Cette façon de célébrer et d’encourager la différence entre les étudiants se retrouvait dans tous les cours de notre cursus. Pendant nos deux premiers mois d’école, on nous permettait d’essayer différentes disciplines circassiennes et différents agrès pendant des heures de « Découverte et confirmation de spécialité circassienne ». Même si l’étudiant intégrait l’école en ayant déjà une spécialité, ils nous permettaient d’en changer ou, dans mon cas, d’en choisir une deuxième.
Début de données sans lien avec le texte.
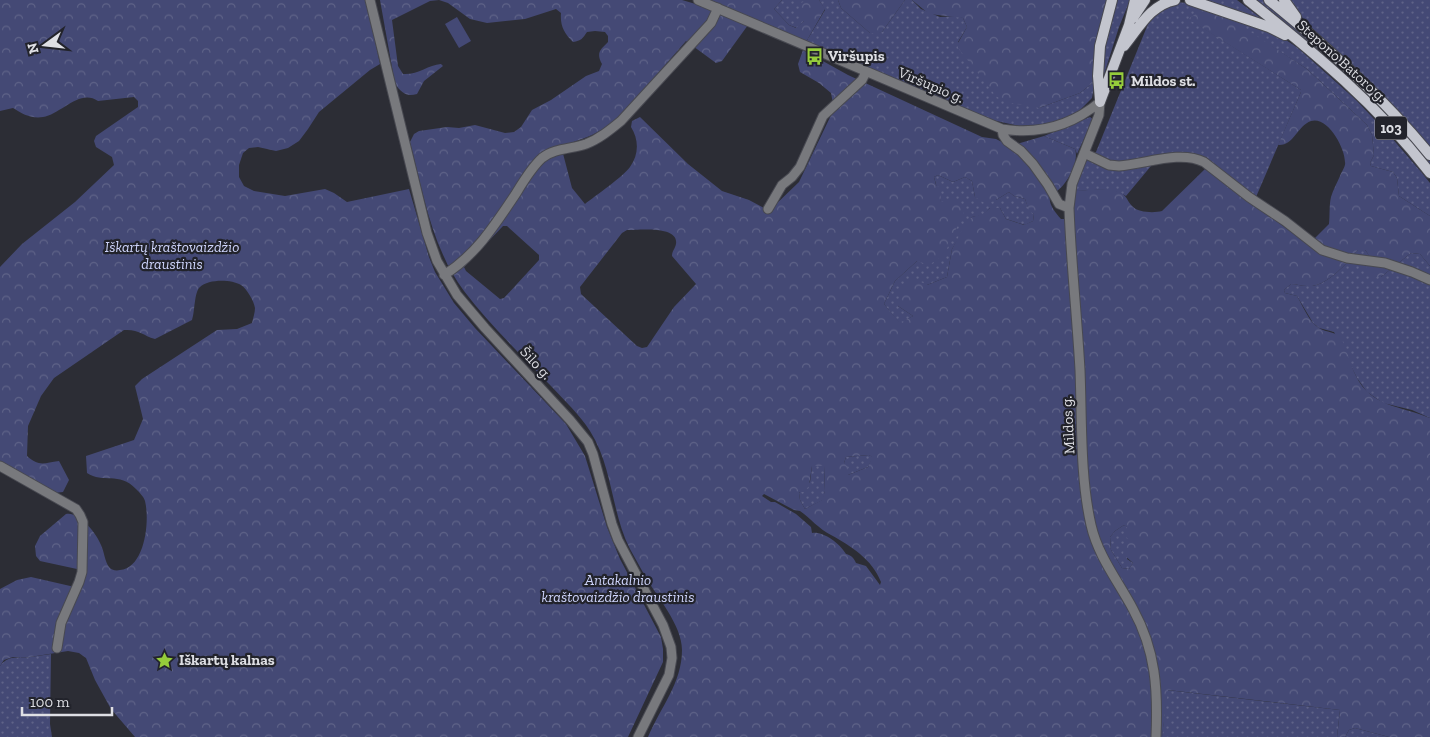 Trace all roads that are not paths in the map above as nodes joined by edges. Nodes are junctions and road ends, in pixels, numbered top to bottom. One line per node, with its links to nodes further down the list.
1 (370, 0): 24 (street, Šilo g.)
2 (698, 0): 11 (street, Viršupio g.)
3 (1112, 0): 17 (main road)
4 (1135, 0): 12 (main road)
5 (1145, 0): 12 (main road)
6 (1175, 0): 15 (main road)
7 (1190, 0): 14 (main road)
8 (1248, 0): 14 (main road, Stepono Batoro g. / 103)
9 (1269, 0): 13 (main road, Stepono Batoro g. / 103)
10 (1284, 0): 13 (main road)
11 (718, 8): 16 (street, Viršupio g.); 24 (street)
12 (1129, 26): 15 (main road)
13 (1306, 29): 20 (main road, Stepono Batoro g. / 103)
14 (1308, 48): 21 (main road, Stepono Batoro g. / 103)
15 (1118, 52): 17 (main road)
16 (866, 72): 18 (street, Viršupio g.); 23 (street)
17 (1100, 102): 18 (street, Viršupio g.); 19 (street, Mildos g.)
18 (1002, 129): 22 (street)
19 (1084, 153): 22 (street, Mildos g.); 25 (street)
20 (1430, 155)
21 (1430, 173)
22 (1068, 208): 29 (street, Mildos g.)
23 (768, 209)
24 (444, 275): 28 (street, Šilo g.)
25 (1430, 280)
26 (0, 466): 27 (street)
27 (58, 648)
28 (638, 737)
29 (1156, 737) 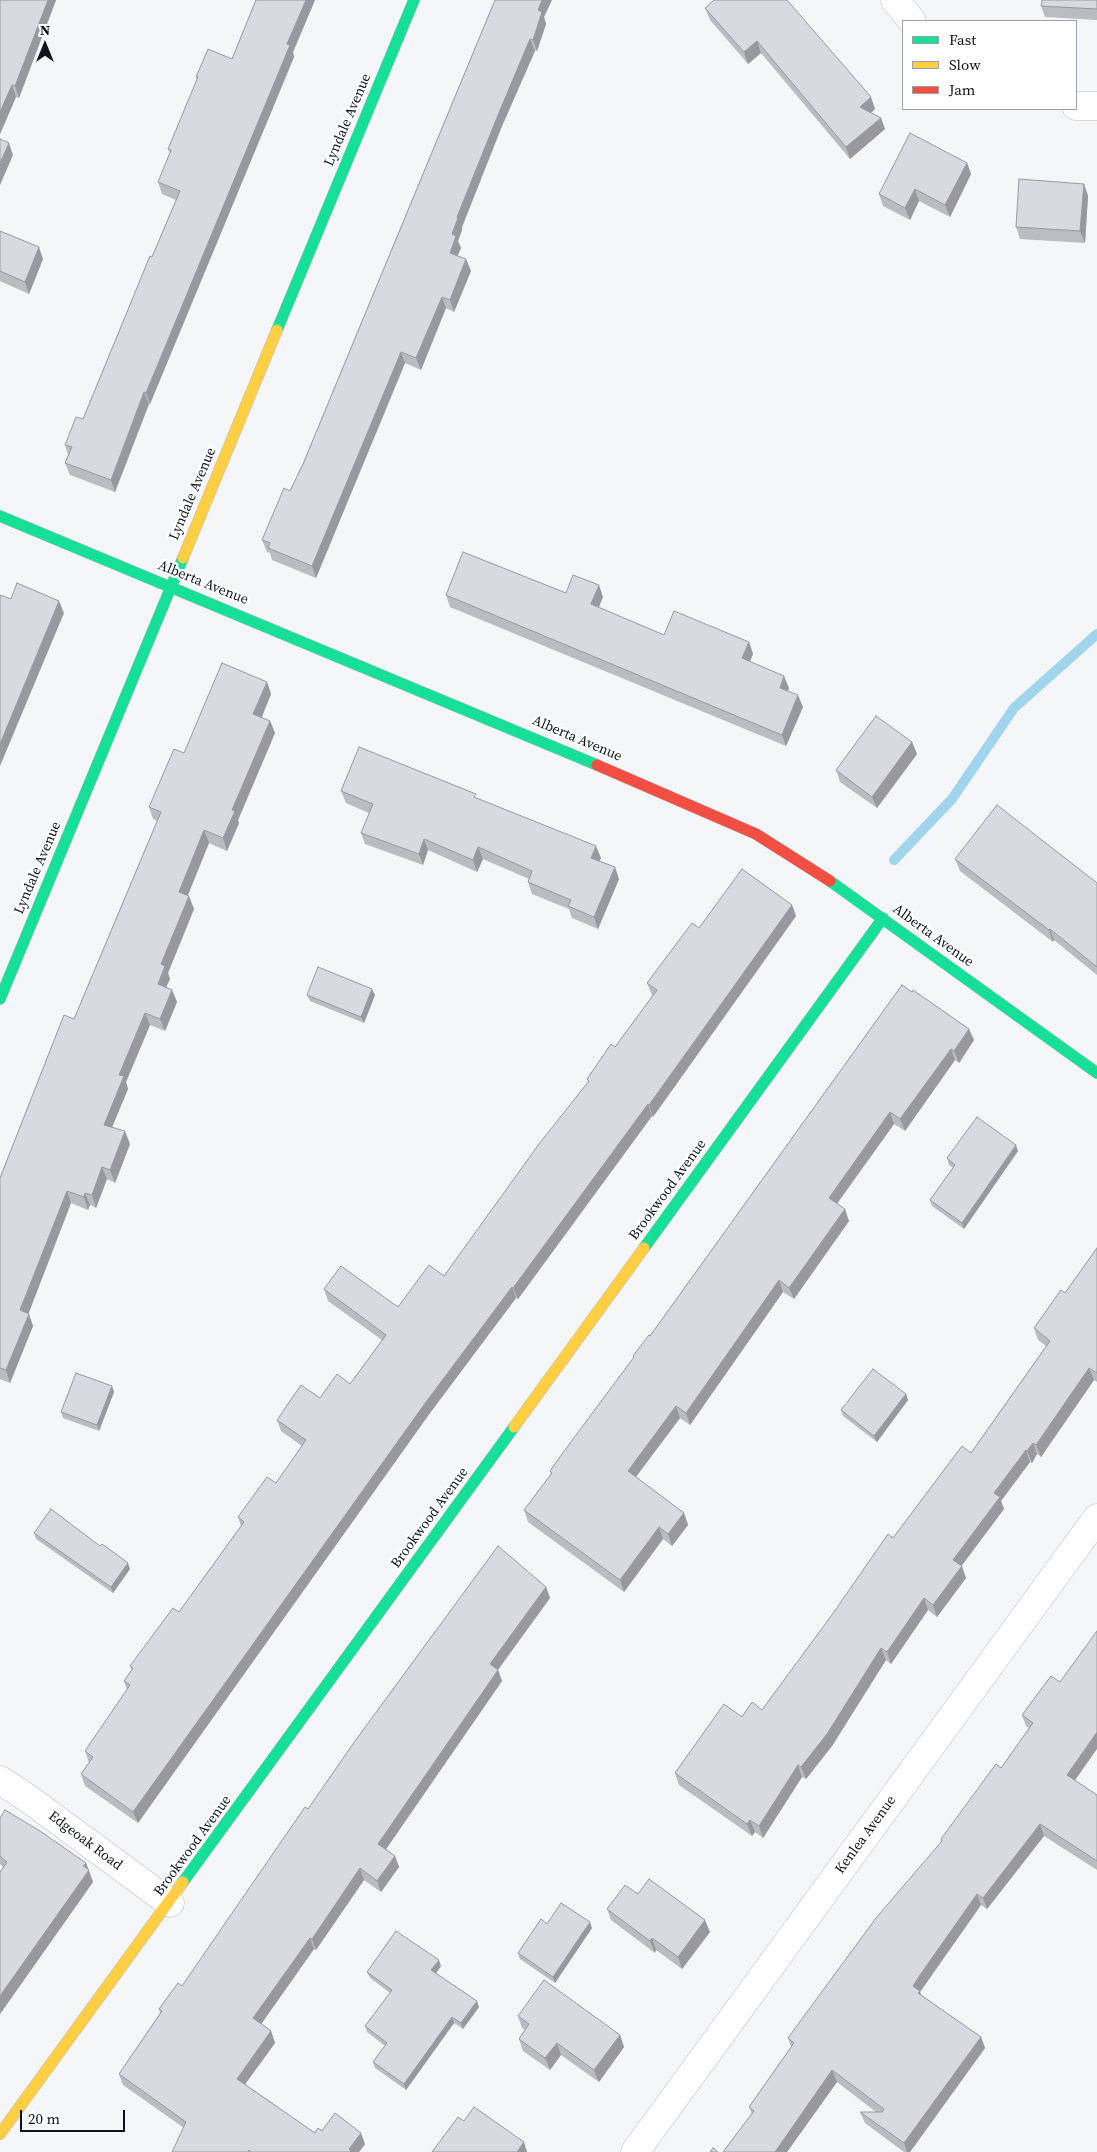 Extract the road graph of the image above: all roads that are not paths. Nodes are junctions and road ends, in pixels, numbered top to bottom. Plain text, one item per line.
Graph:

J’ai auditionné ici en tant que fil de fériste, et cela reste mon premier amour de cirque, mais j’ai choisi une deuxième spé de portée acrobatique avec comme voltigeuse… ma colocataire !

Mon école continue à me surprendre par la nature ouverte de l’enseignement qui se base sur les capacités de l’étudiant non son physique. Je peux développer des muscles de porteuse et rester fil de fériste. Aux yeux de l’école, cela ne pose aucun problème. L’école croit aux capacités de ses étudiants et s’affranchit des traditions qui se souciaient du genre, du physique, etc… Ici tous les corps sont le bienvenu.

Ce n’est pas fini !

Les cours viennent de commencer ; cela ne fait qu’un mois et demi. Tellement de choses m’attendent encore : sillonner la France avec des compagnies dans le cadre de mes stages, jouer sur scène avec mes camarades en Janvier et en Avril, aller voir des spectacles, etc… Si débarquer en France était déjà une aventure, j’ai vraiment hâte de voir comment ma participation dans ce programme va changer mon point de vue sur mon métier et mon art. J’ai la chance de la faire tout ça dans une coque de bateau renversé… J’adore cet endroit.